Well, it’s official: I’m now a student at University of Colorado: Denver.
My first class, Spanish 101, officially begins at 9:30 AM on Tuesday, January 21st. It’s one of three of my last general education courses to get through before science consumes my entire academic schedule till I graduate.
I spent all this morning meticulously going through the syllabi for my classes in an attempt to calm my anxious mind. Because, surprising to no one, I’m shitting bricks and counting down the hours till my first class begins tomorrow morning.
One would think that I’d be used to going to college by now. I started taking classes at community college in 2021, and I’ve done just fine academically. Why then, am I so damn scared of going to university? What about it makes me so worried? Why am I the way that I am?
These are questions I’ve been wrestling with constantly since before I started my first class at Arapahoe Community College. Friends, family, and other trustworthy people have told me that I’m “more than ready for university”, and I just need to “chill the hell out”. Logically, I believe them, too. Emotionally, mentally, and perhaps even a little bit logically, however, I’m not so sure that I’m ready for university.
I certainly don’t feel ready for university. Sure, the facts say otherwise: I have all of my notebooks, pens, and folders packed up and ready to go. My dad’s paid for my parking pass and I will visit the campus bookstore tomorrow to pick up my textbooks. I’ve attended all three in-person orientation sessions, and spent the past three weeks practicing driving to-and-from downtown Denver to prove to myself that I can, in fact, safely drive in the heart of the city at all hours of the day. I’ve staked out a handful of potential “study spots” in and around campus to… well… study and get my work done, as I hope to create a barrier between my school life and home life.
Long story short, I’m about as prepared for CU Denver as anyone could be. And yet… I’m insecure as fuck about it!
So… why is that? Why am I the way that I am? Why am I so panicky about university?
In the past, I’ve written extensively about finding a sense of belonging at college despite being the absolute oddball that I am. I’ve more-or-less accepted the fact that I’ll never be normal, and that’s perfectly okay. But, that’s evidently not the reason why I’m so worried about university.
Perhaps, it’s the financial side of university that has me freaked out. I’m pretty stingy, after all. But, my tuition is ridiculously cheap this semester.
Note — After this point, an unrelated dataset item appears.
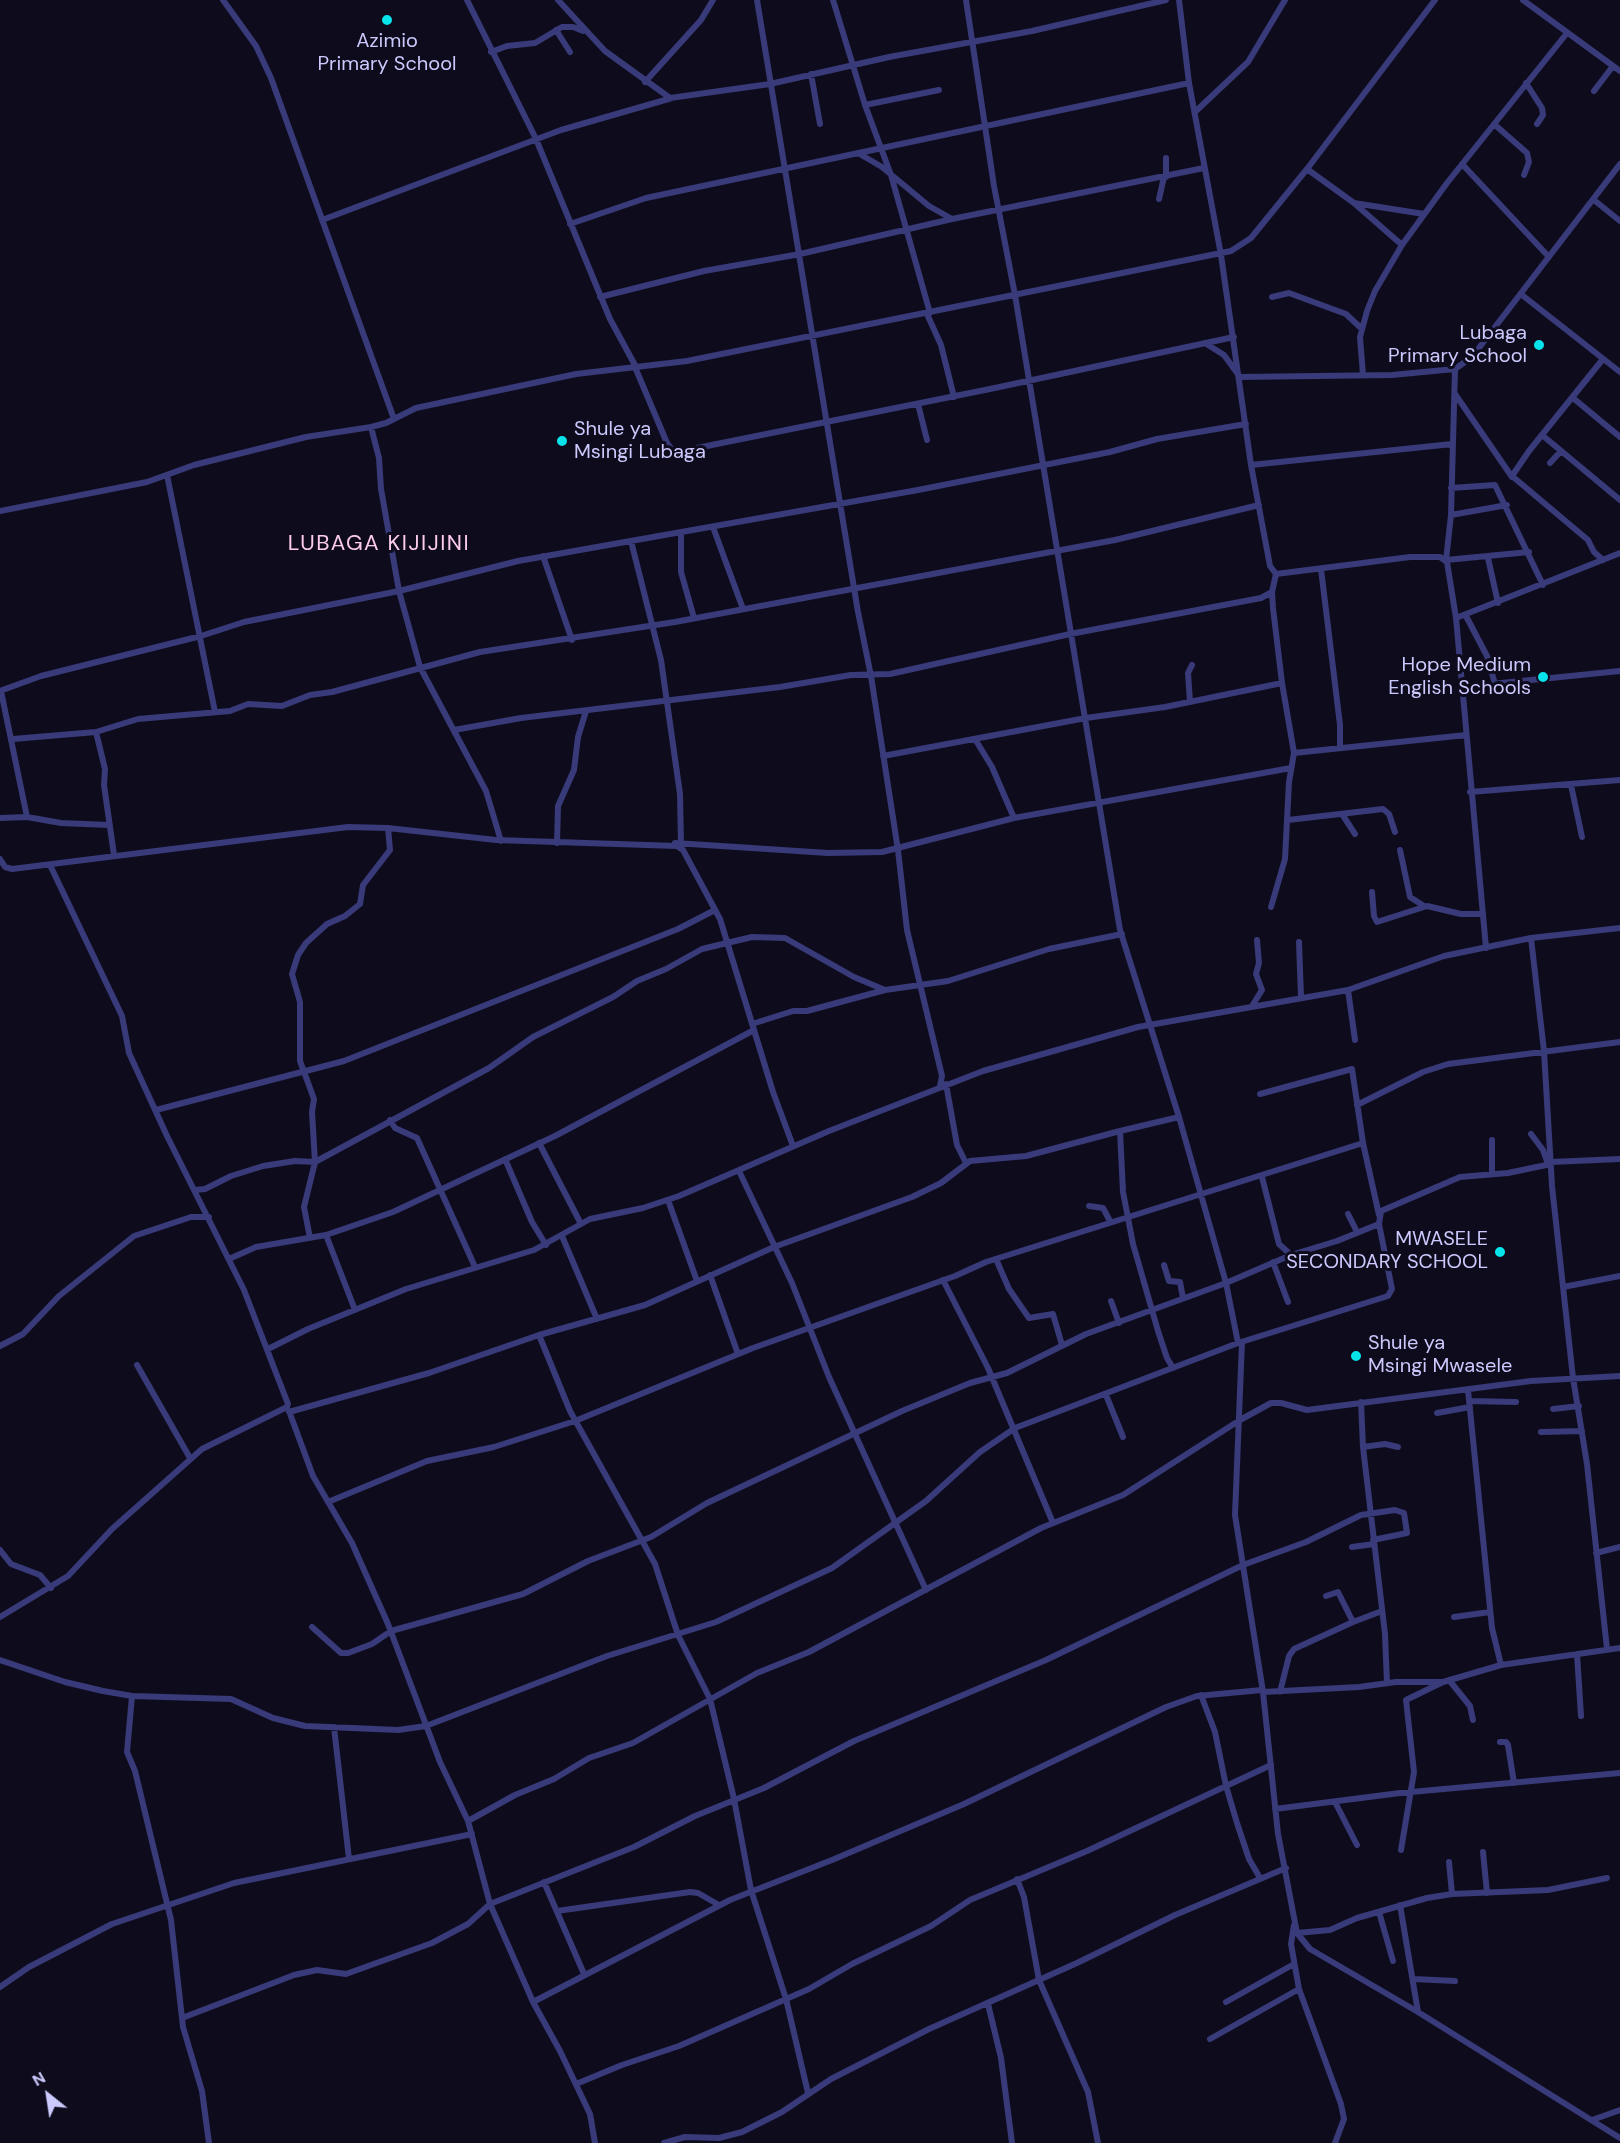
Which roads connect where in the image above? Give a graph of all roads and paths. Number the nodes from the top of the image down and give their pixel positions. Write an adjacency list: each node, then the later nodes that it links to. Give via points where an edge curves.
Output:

When everything’s paid for, my dad will have spent no more than $6,000; that includes parking, books, tuition, and even a few on-campus meals. By the time I graduate with my bachelor’s, my education will have cost less than $20,000, and that’s actually pretty liberal estimate.
Sure, $20,000 seems like a ton of money for me. But, when compared to what it could be, that’s dirt fucking cheap for a bachelor’s degree from an R1 university in the heart of downtown Denver. And, my dad’s more than willing to spend that kind of money on my education, especially since I’ll be “...putting the Nibbe name on the map for once!”, as he proudly proclaimed at Sawa Sushi last night.
Honestly, I don’t believe that by going to university I’m somehow “putting the Nibbe name on the map for once”. My family runs a pretty robust farming and grain hauling business back in Minnesota. Doing such a thing is no easy task, especially in this economy.
But, I also understand what my dad’s getting at: I’ll be the most college-educated person in the family by the time I get my bachelor’s.